## MATERIAL FOR THE TASK
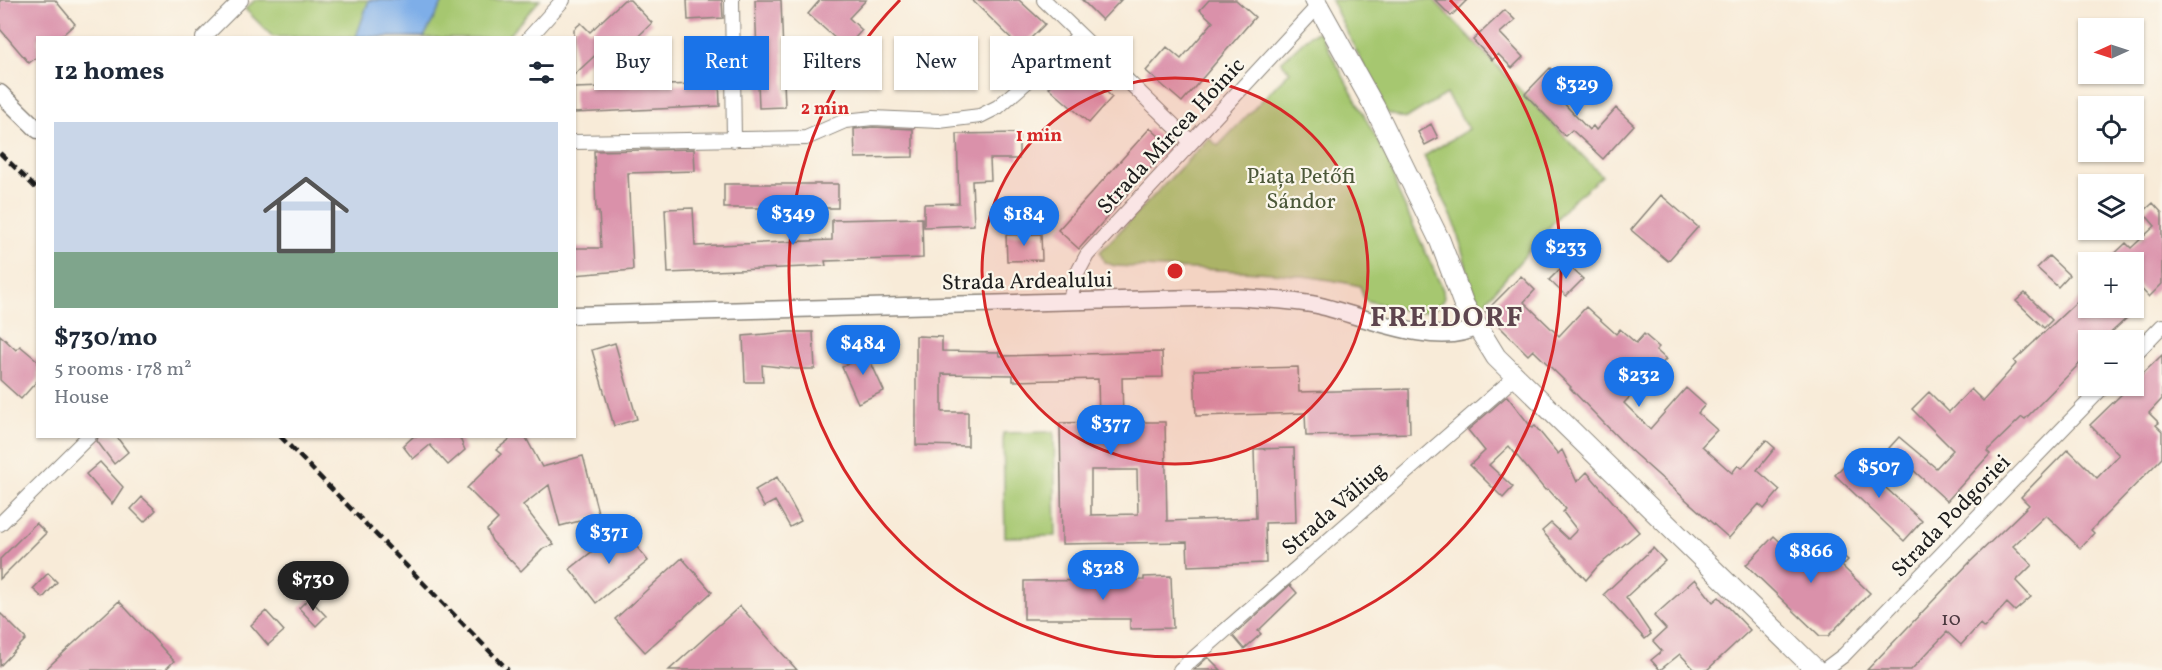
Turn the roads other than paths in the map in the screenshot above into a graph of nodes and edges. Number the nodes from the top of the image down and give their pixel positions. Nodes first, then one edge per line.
1 (241, 0) edge
2 (563, 0) edge
3 (732, 0) edge
4 (1044, 0) edge
5 (1317, 3) edge
6 (1080, 35) junction
7 (205, 36) edge
8 (530, 36) edge
9 (0, 93) edge
10 (36, 128) edge
11 (734, 140) junction
12 (576, 142) edge
13 (1191, 142) junction
14 (1069, 302) junction
15 (576, 315) edge
16 (2162, 326) edge
17 (1475, 327) junction
18 (2144, 345) edge
19 (1514, 378) junction
20 (2094, 396) edge
21 (87, 438) edge
22 (0, 524) edge
23 (1180, 670) edge
24 (1816, 670) edge
25 (1824, 670) edge

1 - 7 street
2 - 8 street
3 - 11 street
4 - 6 street
5 - 13 street, Strada Mircea Hoinic
5 - 17 main road
6 - 11 street
6 - 13 street
9 - 10 street
11 - 12 street
13 - 14 street, Strada Mircea Hoinic
14 - 15 street, Strada Ardealului
14 - 17 street, Strada Ardealului
16 - 18 street
17 - 19 main road
19 - 23 street, Strada Văliug
19 - 24 main road
20 - 25 street, Strada Podgoriei
21 - 22 street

## PROBLEM REQUIREMENTS
Retype the records exactly, but skip the pictures.

## FINAL ANSWER
Turn the roads other than paths in the map in the screenshot above into a graph of nodes and edges. Number the nodes from the top of the image down and give their pixel positions. Nodes first, then one edge per line.
1 (241, 0) edge
2 (563, 0) edge
3 (732, 0) edge
4 (1044, 0) edge
5 (1317, 3) edge
6 (1080, 35) junction
7 (205, 36) edge
8 (530, 36) edge
9 (0, 93) edge
10 (36, 128) edge
11 (734, 140) junction
12 (576, 142) edge
13 (1191, 142) junction
14 (1069, 302) junction
15 (576, 315) edge
16 (2162, 326) edge
17 (1475, 327) junction
18 (2144, 345) edge
19 (1514, 378) junction
20 (2094, 396) edge
21 (87, 438) edge
22 (0, 524) edge
23 (1180, 670) edge
24 (1816, 670) edge
25 (1824, 670) edge

1 - 7 street
2 - 8 street
3 - 11 street
4 - 6 street
5 - 13 street, Strada Mircea Hoinic
5 - 17 main road
6 - 11 street
6 - 13 street
9 - 10 street
11 - 12 street
13 - 14 street, Strada Mircea Hoinic
14 - 15 street, Strada Ardealului
14 - 17 street, Strada Ardealului
16 - 18 street
17 - 19 main road
19 - 23 street, Strada Văliug
19 - 24 main road
20 - 25 street, Strada Podgoriei
21 - 22 street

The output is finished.